Назавтра Теодор собрал вещи и уехал в Белград. Я не думаю, что он так поспешно уехал из-за встречи с незнакомой женщиной. Может, он уехал из-за Разии, может, из-за песка, или моря, или еще из-за чего-нибудь. О незнакомой женщине он не вспомнил.
«Страсть — самое бедное из всех чувств, — говорил он. — Как правило, искусственная и у мужчин и у женщин, она порой бывает весьма естественной у тех, кто ее у себя не замечает».
28
Целый день, как помешанный, рассказывал Теодор о пухленькой негритянке, которая прошла мимо него в слезах. (Это была та женщина, с которой он познакомился у моря.) Пока он стоял перед Народным музеем и разглядывал бронзового князя Михаила, дожидаясь Разию, взгляд его упал на заплаканное лицо. Женщина спешила и не заметила его. Поджатые губы и безумный взгляд больного, от которого он вздрогнул. Теодор словно прирос к асфальту, не сдвинулся с места, хотя думал остановить ее и спросить, почему она плачет. (На город сыпал мелкий дождь.) Она затерялась в толпе, а ее заплаканные глаза не выходили у него из головы. Он тщетно пытался разгадать обиду, вызвавшую у нее слезы. Волнение от вида этой женщины перешло в жалость на грани слез. И неожиданно для самого себя он начал рассказывать подошедшей Разии об этой женщине. Растерявшаяся Разия испугалась, а он, дрожащий, с перекошенным лицом, по которому струились дождевые капли, рассказывал о звуках, взглядах, воспоминаниях, словах, чужих болях — обо всем, что его преследует и гонит с земли. Он прижался к растерянной Разии, умоляя увести его из толпы. Когда они пришли в мансарду, он успокоился и сразу заснул.
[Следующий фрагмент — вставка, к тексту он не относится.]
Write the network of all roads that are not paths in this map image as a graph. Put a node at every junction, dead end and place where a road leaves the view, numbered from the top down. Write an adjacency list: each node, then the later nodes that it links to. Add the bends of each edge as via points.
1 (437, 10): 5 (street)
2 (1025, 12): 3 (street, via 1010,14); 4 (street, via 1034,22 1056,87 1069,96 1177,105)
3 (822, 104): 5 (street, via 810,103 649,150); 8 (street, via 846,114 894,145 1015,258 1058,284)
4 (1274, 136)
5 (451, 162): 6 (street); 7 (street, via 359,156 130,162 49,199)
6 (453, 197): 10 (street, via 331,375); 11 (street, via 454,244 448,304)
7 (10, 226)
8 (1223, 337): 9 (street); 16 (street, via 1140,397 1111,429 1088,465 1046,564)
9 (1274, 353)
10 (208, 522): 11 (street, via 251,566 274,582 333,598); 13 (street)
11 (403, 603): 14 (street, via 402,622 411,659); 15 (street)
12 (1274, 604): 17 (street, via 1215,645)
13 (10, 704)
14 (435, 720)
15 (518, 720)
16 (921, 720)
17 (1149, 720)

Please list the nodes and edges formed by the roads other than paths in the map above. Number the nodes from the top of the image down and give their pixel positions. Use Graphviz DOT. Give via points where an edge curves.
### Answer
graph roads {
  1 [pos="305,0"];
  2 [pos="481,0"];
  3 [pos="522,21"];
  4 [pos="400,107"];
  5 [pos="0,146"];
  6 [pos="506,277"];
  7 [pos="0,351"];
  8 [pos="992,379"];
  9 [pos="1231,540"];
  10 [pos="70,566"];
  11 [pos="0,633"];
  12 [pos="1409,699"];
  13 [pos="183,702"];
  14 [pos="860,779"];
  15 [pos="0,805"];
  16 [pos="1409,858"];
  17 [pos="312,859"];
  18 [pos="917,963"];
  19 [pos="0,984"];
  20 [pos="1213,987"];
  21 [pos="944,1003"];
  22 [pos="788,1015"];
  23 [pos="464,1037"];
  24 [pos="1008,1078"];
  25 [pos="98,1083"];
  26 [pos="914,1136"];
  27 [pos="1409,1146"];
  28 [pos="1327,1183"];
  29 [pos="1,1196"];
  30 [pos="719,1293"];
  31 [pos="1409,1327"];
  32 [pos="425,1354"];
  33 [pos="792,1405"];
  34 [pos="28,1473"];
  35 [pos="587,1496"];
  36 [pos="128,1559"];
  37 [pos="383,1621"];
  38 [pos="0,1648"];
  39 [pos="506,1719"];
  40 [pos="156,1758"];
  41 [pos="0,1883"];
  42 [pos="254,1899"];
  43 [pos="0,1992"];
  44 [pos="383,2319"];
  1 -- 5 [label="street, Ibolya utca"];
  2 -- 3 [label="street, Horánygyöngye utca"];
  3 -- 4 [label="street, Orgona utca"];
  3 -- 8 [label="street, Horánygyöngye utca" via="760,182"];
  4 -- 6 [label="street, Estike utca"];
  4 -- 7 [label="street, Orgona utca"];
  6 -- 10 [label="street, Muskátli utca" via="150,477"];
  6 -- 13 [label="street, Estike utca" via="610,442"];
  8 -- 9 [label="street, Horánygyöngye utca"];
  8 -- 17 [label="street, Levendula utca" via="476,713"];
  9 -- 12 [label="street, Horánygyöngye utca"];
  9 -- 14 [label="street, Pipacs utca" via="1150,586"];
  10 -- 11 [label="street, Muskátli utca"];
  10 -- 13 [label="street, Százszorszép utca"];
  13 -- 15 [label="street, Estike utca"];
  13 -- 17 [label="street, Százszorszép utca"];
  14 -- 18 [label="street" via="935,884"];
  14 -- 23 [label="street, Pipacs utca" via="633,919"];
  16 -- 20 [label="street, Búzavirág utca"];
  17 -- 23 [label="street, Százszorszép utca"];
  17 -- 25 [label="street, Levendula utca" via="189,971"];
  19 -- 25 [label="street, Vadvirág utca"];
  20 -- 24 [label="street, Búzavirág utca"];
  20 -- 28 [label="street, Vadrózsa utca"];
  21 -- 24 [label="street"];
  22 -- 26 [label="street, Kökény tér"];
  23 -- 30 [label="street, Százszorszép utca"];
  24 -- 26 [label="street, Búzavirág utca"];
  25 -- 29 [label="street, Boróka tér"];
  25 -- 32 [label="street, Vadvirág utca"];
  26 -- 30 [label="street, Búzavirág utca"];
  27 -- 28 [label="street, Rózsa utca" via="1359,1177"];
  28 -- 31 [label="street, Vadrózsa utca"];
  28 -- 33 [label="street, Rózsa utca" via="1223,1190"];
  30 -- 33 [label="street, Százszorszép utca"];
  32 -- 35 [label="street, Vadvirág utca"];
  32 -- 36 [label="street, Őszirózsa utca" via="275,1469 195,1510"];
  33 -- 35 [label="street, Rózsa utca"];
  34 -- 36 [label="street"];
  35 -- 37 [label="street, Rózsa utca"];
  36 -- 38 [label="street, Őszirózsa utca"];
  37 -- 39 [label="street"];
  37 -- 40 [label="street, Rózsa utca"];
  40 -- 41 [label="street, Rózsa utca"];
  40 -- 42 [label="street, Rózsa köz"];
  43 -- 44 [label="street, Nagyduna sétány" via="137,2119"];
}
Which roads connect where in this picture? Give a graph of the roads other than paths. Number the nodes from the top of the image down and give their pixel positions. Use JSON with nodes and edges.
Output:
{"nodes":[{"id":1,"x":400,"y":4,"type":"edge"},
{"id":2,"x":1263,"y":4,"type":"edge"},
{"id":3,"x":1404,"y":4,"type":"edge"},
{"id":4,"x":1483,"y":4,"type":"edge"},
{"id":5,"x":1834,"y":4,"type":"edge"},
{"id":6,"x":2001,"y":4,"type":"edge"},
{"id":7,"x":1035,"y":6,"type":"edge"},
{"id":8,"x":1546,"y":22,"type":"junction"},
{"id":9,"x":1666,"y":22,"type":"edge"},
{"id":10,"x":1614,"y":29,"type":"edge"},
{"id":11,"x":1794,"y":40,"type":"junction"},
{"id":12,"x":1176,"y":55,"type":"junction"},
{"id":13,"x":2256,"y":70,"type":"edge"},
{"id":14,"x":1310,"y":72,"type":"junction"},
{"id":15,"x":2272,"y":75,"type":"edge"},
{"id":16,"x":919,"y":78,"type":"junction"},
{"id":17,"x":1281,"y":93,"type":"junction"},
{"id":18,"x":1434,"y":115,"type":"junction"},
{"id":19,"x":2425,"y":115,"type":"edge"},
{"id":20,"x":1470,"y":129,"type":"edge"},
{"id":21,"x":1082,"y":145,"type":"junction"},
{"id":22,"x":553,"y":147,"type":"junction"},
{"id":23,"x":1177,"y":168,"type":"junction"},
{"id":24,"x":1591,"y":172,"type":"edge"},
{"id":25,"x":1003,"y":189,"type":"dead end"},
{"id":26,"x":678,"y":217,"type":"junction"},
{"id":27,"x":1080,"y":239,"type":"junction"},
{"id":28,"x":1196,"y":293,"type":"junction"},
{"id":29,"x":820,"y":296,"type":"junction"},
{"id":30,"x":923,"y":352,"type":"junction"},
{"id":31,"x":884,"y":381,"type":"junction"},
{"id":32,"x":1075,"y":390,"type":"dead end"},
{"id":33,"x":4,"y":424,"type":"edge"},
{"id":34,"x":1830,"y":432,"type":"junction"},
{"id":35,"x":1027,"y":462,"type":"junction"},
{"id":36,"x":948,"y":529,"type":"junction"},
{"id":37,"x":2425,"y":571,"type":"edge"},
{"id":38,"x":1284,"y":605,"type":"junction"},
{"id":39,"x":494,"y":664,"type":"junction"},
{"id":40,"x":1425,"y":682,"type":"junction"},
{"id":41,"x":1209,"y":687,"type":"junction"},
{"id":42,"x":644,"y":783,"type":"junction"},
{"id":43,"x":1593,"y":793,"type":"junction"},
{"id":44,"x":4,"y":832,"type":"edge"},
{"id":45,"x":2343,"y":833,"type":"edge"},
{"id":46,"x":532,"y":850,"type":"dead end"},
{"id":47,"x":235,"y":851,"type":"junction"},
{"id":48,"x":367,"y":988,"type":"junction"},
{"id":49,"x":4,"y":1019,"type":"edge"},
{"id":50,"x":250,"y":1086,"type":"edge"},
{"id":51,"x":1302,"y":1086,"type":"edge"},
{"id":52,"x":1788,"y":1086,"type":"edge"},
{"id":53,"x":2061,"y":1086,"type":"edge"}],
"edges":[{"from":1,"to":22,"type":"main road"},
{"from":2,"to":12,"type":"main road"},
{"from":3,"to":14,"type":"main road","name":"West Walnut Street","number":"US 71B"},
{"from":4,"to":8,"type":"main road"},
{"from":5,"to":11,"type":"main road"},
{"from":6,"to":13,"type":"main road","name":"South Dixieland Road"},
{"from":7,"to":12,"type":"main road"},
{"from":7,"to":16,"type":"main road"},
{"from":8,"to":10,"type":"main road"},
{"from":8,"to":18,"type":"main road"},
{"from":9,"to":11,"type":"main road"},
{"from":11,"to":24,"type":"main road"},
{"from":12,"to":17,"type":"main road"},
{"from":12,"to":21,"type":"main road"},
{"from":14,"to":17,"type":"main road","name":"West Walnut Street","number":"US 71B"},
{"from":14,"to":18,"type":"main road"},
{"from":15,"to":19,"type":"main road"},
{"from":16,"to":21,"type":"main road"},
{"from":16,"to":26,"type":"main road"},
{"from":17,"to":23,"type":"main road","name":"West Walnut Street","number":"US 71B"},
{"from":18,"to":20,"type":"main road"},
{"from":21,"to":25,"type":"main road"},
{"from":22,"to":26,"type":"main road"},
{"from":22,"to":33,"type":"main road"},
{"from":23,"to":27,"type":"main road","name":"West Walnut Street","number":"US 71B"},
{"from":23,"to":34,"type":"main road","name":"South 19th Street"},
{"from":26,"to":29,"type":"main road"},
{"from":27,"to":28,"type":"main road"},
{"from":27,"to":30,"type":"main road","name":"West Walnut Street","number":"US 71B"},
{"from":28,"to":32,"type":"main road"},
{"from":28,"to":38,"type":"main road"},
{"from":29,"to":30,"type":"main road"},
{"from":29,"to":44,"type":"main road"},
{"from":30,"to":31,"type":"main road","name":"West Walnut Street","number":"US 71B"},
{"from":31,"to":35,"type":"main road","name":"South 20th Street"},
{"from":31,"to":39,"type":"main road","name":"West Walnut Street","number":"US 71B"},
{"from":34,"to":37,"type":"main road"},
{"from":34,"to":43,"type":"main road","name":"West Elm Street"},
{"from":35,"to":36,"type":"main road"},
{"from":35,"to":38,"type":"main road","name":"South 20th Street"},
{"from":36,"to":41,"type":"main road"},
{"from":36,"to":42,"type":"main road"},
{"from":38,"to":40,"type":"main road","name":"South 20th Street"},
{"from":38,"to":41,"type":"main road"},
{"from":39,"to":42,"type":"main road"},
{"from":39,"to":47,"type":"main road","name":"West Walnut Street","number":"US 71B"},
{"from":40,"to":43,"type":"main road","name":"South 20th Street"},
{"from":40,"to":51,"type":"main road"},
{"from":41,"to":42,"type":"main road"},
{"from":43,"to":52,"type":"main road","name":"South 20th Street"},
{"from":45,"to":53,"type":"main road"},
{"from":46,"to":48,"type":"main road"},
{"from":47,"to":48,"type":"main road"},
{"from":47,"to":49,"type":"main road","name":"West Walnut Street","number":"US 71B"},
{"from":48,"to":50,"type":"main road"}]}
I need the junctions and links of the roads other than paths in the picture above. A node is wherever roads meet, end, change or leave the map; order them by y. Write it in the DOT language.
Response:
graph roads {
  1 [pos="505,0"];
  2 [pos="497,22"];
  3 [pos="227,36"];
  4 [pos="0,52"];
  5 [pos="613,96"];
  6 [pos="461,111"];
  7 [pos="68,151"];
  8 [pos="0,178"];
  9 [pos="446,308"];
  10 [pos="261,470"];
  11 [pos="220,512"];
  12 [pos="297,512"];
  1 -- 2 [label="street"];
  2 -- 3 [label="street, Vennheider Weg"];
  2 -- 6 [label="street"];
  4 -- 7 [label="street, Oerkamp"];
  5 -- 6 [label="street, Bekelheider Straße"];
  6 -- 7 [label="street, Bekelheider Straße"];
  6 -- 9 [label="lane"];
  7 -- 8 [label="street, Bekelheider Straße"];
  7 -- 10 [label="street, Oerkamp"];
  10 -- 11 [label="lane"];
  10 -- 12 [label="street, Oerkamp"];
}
Назавтра во второй половине дня я навестил его. Он был в плохом настроении. Мы сидели и молчали. Немного погодя он сказал, что должна прийти Разия. Я направился к двери, однако он остановил меня. Я вернулся и сел. Он долго смотрел мне в глаза, а затем, словно глядя сквозь меня на что-то видимое только ему, начал невразумительно бормотать — словно на землю равномерно сыпал дождь сквозь ветви дерева. Вскочив, принялся сбрасывать со стола рукопись, рвать и топтать исписанные листы. Сел на пол и снова что-то зашептал.